Munich: Russian activists “Pussy Riot” in the Kammerspiele – Munich

Even off the stage, Marija “Mascha” Wladmirovna Alyokhina’s life seems like a production. Every movement is action, Instagrammable. She snuck out of house arrest in her friend’s Moscow apartment in the costume of a food courier, something no theater director could have dreamed up more symbolically: in the garish green uniform of western trash consumption culture, she outwitted the apparatchik.

Of course, there are doubts about the spectacular escape that became known last week. How is it supposed to work that Alyokhina, since the “punk prayer” on the altar of Christ the Redeemer Church in 2012 as the world’s most famous face behind the balaclavas of the feminist Pussy Riot kickers of Putin, has been one of the number one public enemies in Russia fooled her shadowers by such a clumsy trick? She could hardly believe it herself, spoke of “magic” when she landed safely in Lithuania via Belarus New York Times gave an interview. She tried to explain the amazing failure of the security apparatus as follows: “From here he looks like a big demon, but the right hand doesn’t know what the left hand is doing.”
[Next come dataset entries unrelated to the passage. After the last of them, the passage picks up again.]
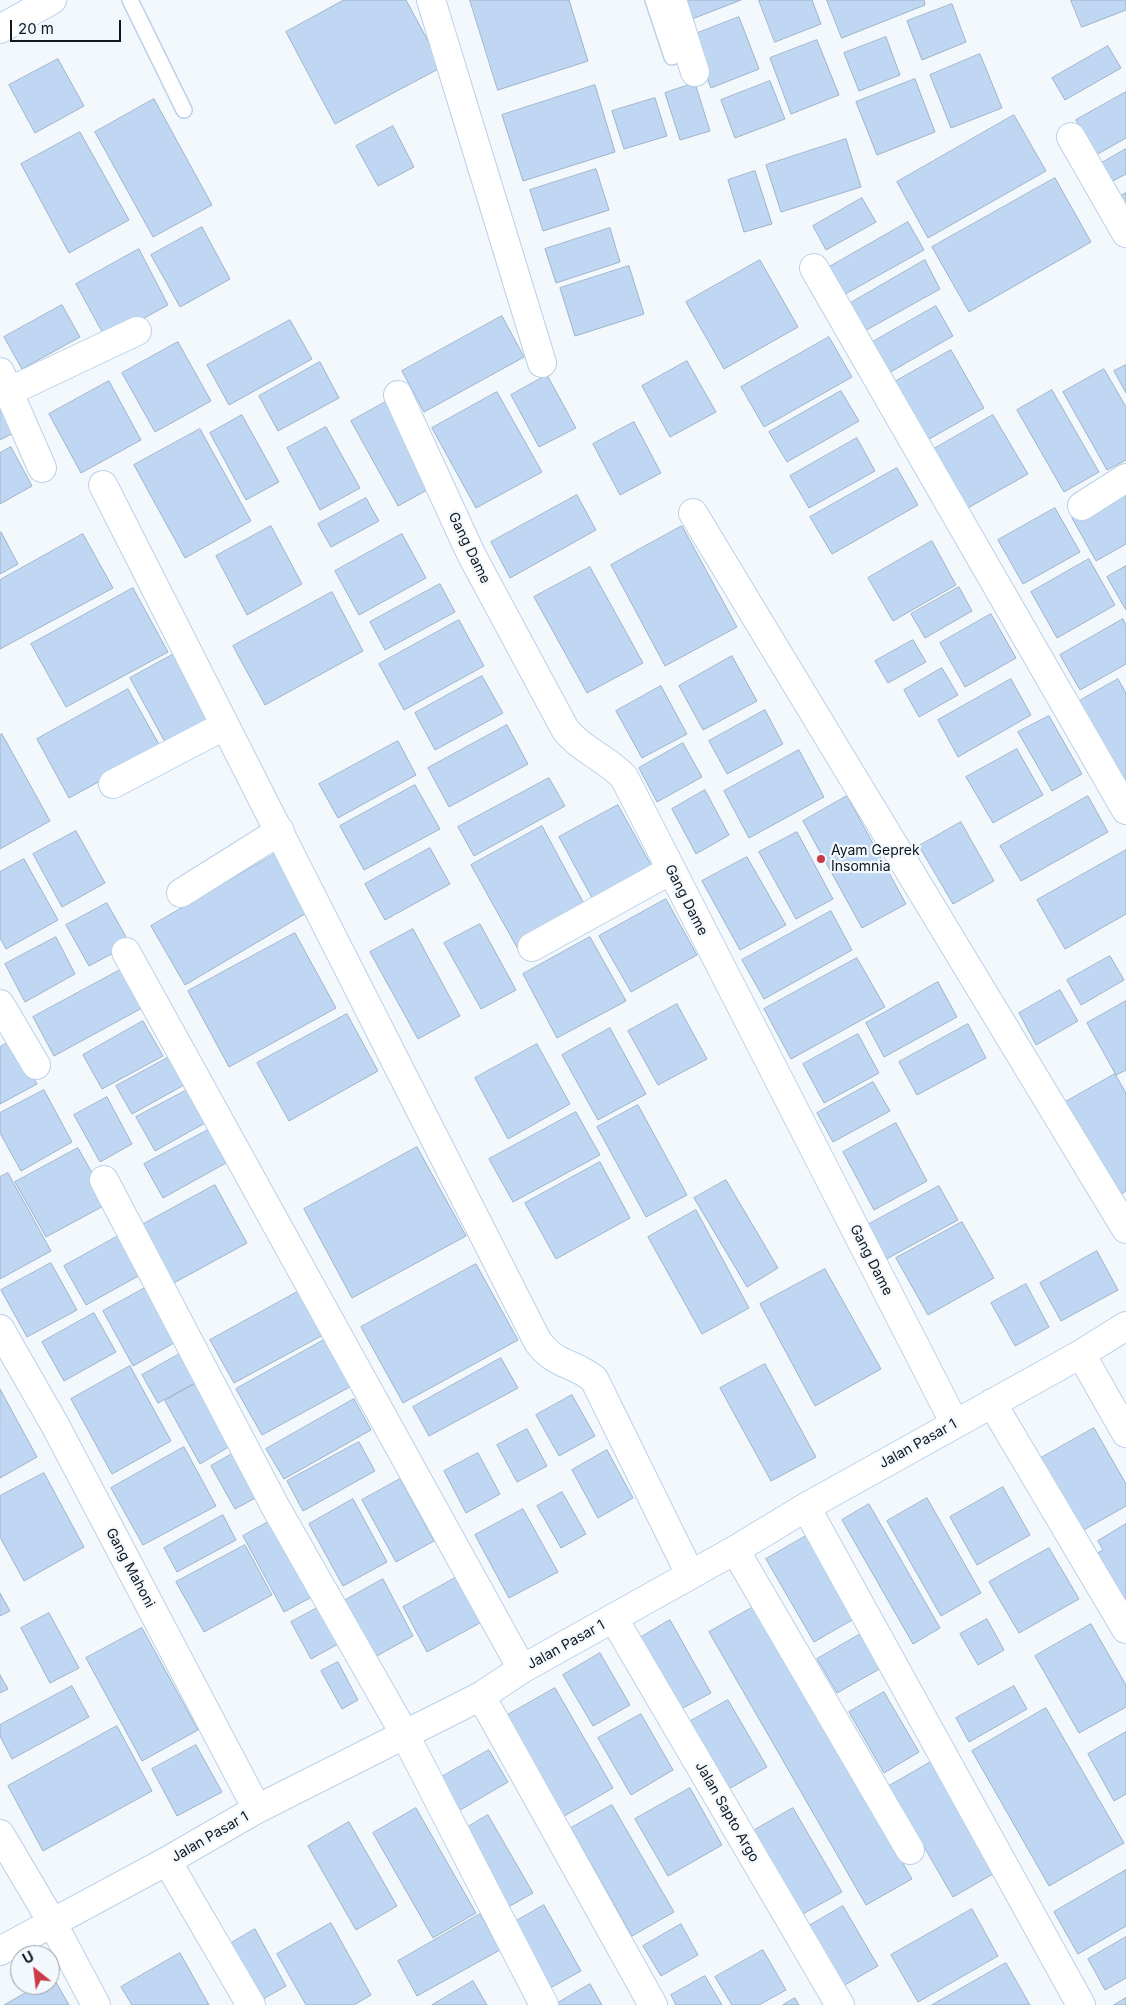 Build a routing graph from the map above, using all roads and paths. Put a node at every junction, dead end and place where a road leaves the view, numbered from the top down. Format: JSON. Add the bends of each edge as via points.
{"nodes":[{"id":1,"x":52,"y":0,"type":"edge"},
{"id":2,"x":130,"y":0,"type":"edge"},
{"id":3,"x":430,"y":0,"type":"edge"},
{"id":4,"x":653,"y":0,"type":"edge"},
{"id":5,"x":672,"y":0,"type":"edge"},
{"id":6,"x":0,"y":30,"type":"edge"},
{"id":7,"x":672,"y":57,"type":"dead end"},
{"id":8,"x":695,"y":72,"type":"dead end"},
{"id":9,"x":184,"y":110,"type":"dead end"},
{"id":10,"x":1071,"y":137,"type":"dead end"},
{"id":11,"x":1126,"y":232,"type":"edge"},
{"id":12,"x":814,"y":268,"type":"dead end"},
{"id":13,"x":137,"y":331,"type":"dead end"},
{"id":14,"x":542,"y":363,"type":"dead end"},
{"id":15,"x":4,"y":382,"type":"edge"},
{"id":16,"x":398,"y":395,"type":"dead end"},
{"id":17,"x":42,"y":468,"type":"dead end"},
{"id":18,"x":1126,"y":478,"type":"edge"},
{"id":19,"x":103,"y":485,"type":"dead end"},
{"id":20,"x":1082,"y":506,"type":"dead end"},
{"id":21,"x":693,"y":513,"type":"dead end"},
{"id":22,"x":224,"y":726,"type":"junction"},
{"id":23,"x":113,"y":784,"type":"dead end"},
{"id":24,"x":1126,"y":810,"type":"edge"},
{"id":25,"x":280,"y":831,"type":"junction"},
{"id":26,"x":671,"y":870,"type":"junction"},
{"id":27,"x":181,"y":892,"type":"dead end"},
{"id":28,"x":532,"y":946,"type":"dead end"},
{"id":29,"x":126,"y":952,"type":"dead end"},
{"id":30,"x":0,"y":1004,"type":"edge"},
{"id":31,"x":36,"y":1065,"type":"dead end"},
{"id":32,"x":104,"y":1180,"type":"dead end"},
{"id":33,"x":1126,"y":1229,"type":"edge"},
{"id":34,"x":1126,"y":1326,"type":"edge"},
{"id":35,"x":0,"y":1329,"type":"edge"},
{"id":36,"x":1081,"y":1354,"type":"junction"},
{"id":37,"x":992,"y":1403,"type":"junction"},
{"id":38,"x":955,"y":1424,"type":"junction"},
{"id":39,"x":1126,"y":1433,"type":"edge"},
{"id":40,"x":806,"y":1506,"type":"junction"},
{"id":41,"x":735,"y":1550,"type":"junction"},
{"id":42,"x":690,"y":1574,"type":"junction"},
{"id":43,"x":614,"y":1619,"type":"junction"},
{"id":44,"x":1126,"y":1629,"type":"edge"},
{"id":45,"x":522,"y":1669,"type":"junction"},
{"id":46,"x":481,"y":1696,"type":"junction"},
{"id":47,"x":404,"y":1733,"type":"junction"},
{"id":48,"x":257,"y":1809,"type":"junction"},
{"id":49,"x":0,"y":1834,"type":"edge"},
{"id":50,"x":910,"y":1850,"type":"dead end"},
{"id":51,"x":167,"y":1861,"type":"junction"},
{"id":52,"x":52,"y":1922,"type":"junction"},
{"id":53,"x":0,"y":1951,"type":"edge"},
{"id":54,"x":96,"y":2005,"type":"edge"},
{"id":55,"x":251,"y":2005,"type":"edge"},
{"id":56,"x":544,"y":2005,"type":"edge"},
{"id":57,"x":653,"y":2005,"type":"edge"},
{"id":58,"x":840,"y":2005,"type":"edge"},
{"id":59,"x":1081,"y":2005,"type":"edge"}],
"edges":[{"from":1,"to":6,"type":"street"},
{"from":2,"to":9,"type":"lane"},
{"from":3,"to":14,"type":"street"},
{"from":4,"to":7,"type":"lane"},
{"from":5,"to":8,"type":"street"},
{"from":10,"to":11,"type":"street"},
{"from":12,"to":24,"type":"street"},
{"from":13,"to":15,"type":"street"},
{"from":15,"to":17,"type":"street"},
{"from":16,"to":26,"type":"street","name":"Gang Dame","via":[[471,554],[565,729],[572,739],[608,762],[624,777]]},
{"from":18,"to":20,"type":"street"},
{"from":19,"to":22,"type":"street"},
{"from":21,"to":33,"type":"street"},
{"from":22,"to":23,"type":"street"},
{"from":22,"to":25,"type":"street"},
{"from":25,"to":27,"type":"street"},
{"from":25,"to":42,"type":"street","via":[[538,1342],[557,1361],[583,1370],[594,1380]]},
{"from":26,"to":28,"type":"street"},
{"from":26,"to":38,"type":"street","name":"Gang Dame"},
{"from":29,"to":45,"type":"street"},
{"from":30,"to":31,"type":"street"},
{"from":32,"to":47,"type":"street","via":[[276,1508]]},
{"from":34,"to":36,"type":"street","name":"Jalan Pasar 1"},
{"from":35,"to":48,"type":"street","name":"Gang Mahoni","via":[[55,1425]]},
{"from":36,"to":37,"type":"street","name":"Jalan Pasar 1"},
{"from":36,"to":39,"type":"street"},
{"from":37,"to":38,"type":"street","name":"Jalan Pasar 1"},
{"from":37,"to":44,"type":"street"},
{"from":38,"to":40,"type":"street","name":"Jalan Pasar 1"},
{"from":40,"to":41,"type":"street","name":"Jalan Pasar 1"},
{"from":40,"to":59,"type":"street"},
{"from":41,"to":42,"type":"street","name":"Jalan Pasar 1"},
{"from":41,"to":50,"type":"street"},
{"from":42,"to":43,"type":"street","name":"Jalan Pasar 1"},
{"from":43,"to":45,"type":"street","name":"Jalan Pasar 1"},
{"from":43,"to":58,"type":"street","name":"Jalan Sapto Argo"},
{"from":45,"to":46,"type":"street","name":"Jalan Pasar 1"},
{"from":46,"to":47,"type":"street","name":"Jalan Pasar 1"},
{"from":46,"to":57,"type":"street"},
{"from":47,"to":48,"type":"street","name":"Jalan Pasar 1"},
{"from":47,"to":56,"type":"street"},
{"from":48,"to":51,"type":"street","name":"Jalan Pasar 1"},
{"from":49,"to":52,"type":"street"},
{"from":51,"to":52,"type":"street","name":"Jalan Pasar 1"},
{"from":51,"to":55,"type":"street"},
{"from":52,"to":53,"type":"street","name":"Jalan Pasar 1"},
{"from":52,"to":54,"type":"street"}]}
One does not get the impression of the decentrally organized collective Pussy Riot, which is also controlled via chat groups. “Everything is damn well prepared,” says Sebastian Reier-Roelly, dramaturge responsible for pop at the Kammerspiele.

The appearance of the Moscow punk activists in the Munich theater has been arranged for a long time and should have taken place earlier than on Tuesday, May 17th. It had to be postponed several times because of Corona, but not because Alyokhina has been arrested six times since last summer. It was always the wish that the most prominent fighter of the “Pussyversum” lead the western European tour, says Reier-Roelly, “but they would have done it without her”. So he’s passionate about everything. As a journalist at the Roskilde Festival in 2014, he just got to know “Mascha” as easy-going, open and curious, “always on the air, but also receiving”, intent on forging alliances in the West.

“An evening with an uncertain outcome”

So he was happy at the end of March when she posted a photo of her severed radio handcuffs and the message “Fuck jail, no war!” tweeted. She was probably free again, as far as that goes in an unjust system. But in the war of aggression against Ukraine, the Kremlin once again intensified its crackdown on loud critics. Most of the Pussy Riot comrades-in-arms left the country in secret ways, and when Alyokhina was threatened with being sent back to a prison camp, she too fled. The circumstances reminded her of a spy film. Is the CIA behind Pussy Riot, as some say?

Such conspiracy fantasies go too far for Sebastian Reier-Roelly, he considers Pussy Riot “to be completely real. They are extremely resourceful people who should not be underestimated, a solid movement with considerable financial opportunities”. You have many helpers in the West, from the FDP-affiliated Friedrich Naumann Foundation for Freedom, which organized the tour (in favor of Ukrainian refugee children), to the Icelandic performance artist Ragnar Kjartansson, who procured the entry travel documents.

Just in time for the start of the 19 concerts – and so the escape seems like a prelude to the tour. But it’s not a game, says the dramaturge. “We can’t imagine the kind of repression the artists are working under, the risks they’re taking.” Who would rabble about with anti-Putin slogans just to end up in jail again and again? The husband of a Pussy Riot member probably only just survived a poisoning attack; co-founder Nadezhda Tolokonnikova is said to be living in an unknown location in the USA due to rumors of murder.

Who knows who else is trolling around in the audience

Isn’t that too real for a theatre, too dangerous for the audience? After a 180-minute “crossover from concert, rally” (experience has shown that an intended impertinence, as in 2018 at the “Riot Days Theater” in the Muffathalle), they should still discuss with the band in the hall, and who knows who is still trolling around in the audience . There will be no more security, says Reier-Roelly, the band expressly requested that. “I think very highly of the organization, if they don’t see any danger, we’ll go with them.”

But does the Kammerspiele also take on the political message of Pussy Riot with the engagement? In 2014 Alyokhina presented her documentary “Pussy vs Putin” at the Dok-Fest in Munich. She lamented Putin’s maliciousness (and the friendship between the conductor Valery Gergiev and the ruler), the patriarchy and prison conditions in Russia, the occupation of Crimea, the West’s lax sanctions and the sale of Munich apartments to rich Russians – the issues are growing as topical as before, but even more explosive.

“Of course we are concerned with the question of how we as a theater can support civil society disobedience in Russia,” said director Barbara Mundel when announcing the performance. And Reier-Roelly explains that they have “a sisterhood with Kyiv” and that they are “among those who are being attacked”: “And if we include that in the program, it’s clear that we want to support this force. What we can do is to provide a platform for exchange and to enable human encounters.” What then happens in the hall is left in the hands of the artists. “An evening with an uncertain outcome,” says the dramaturge, “that’s also important.”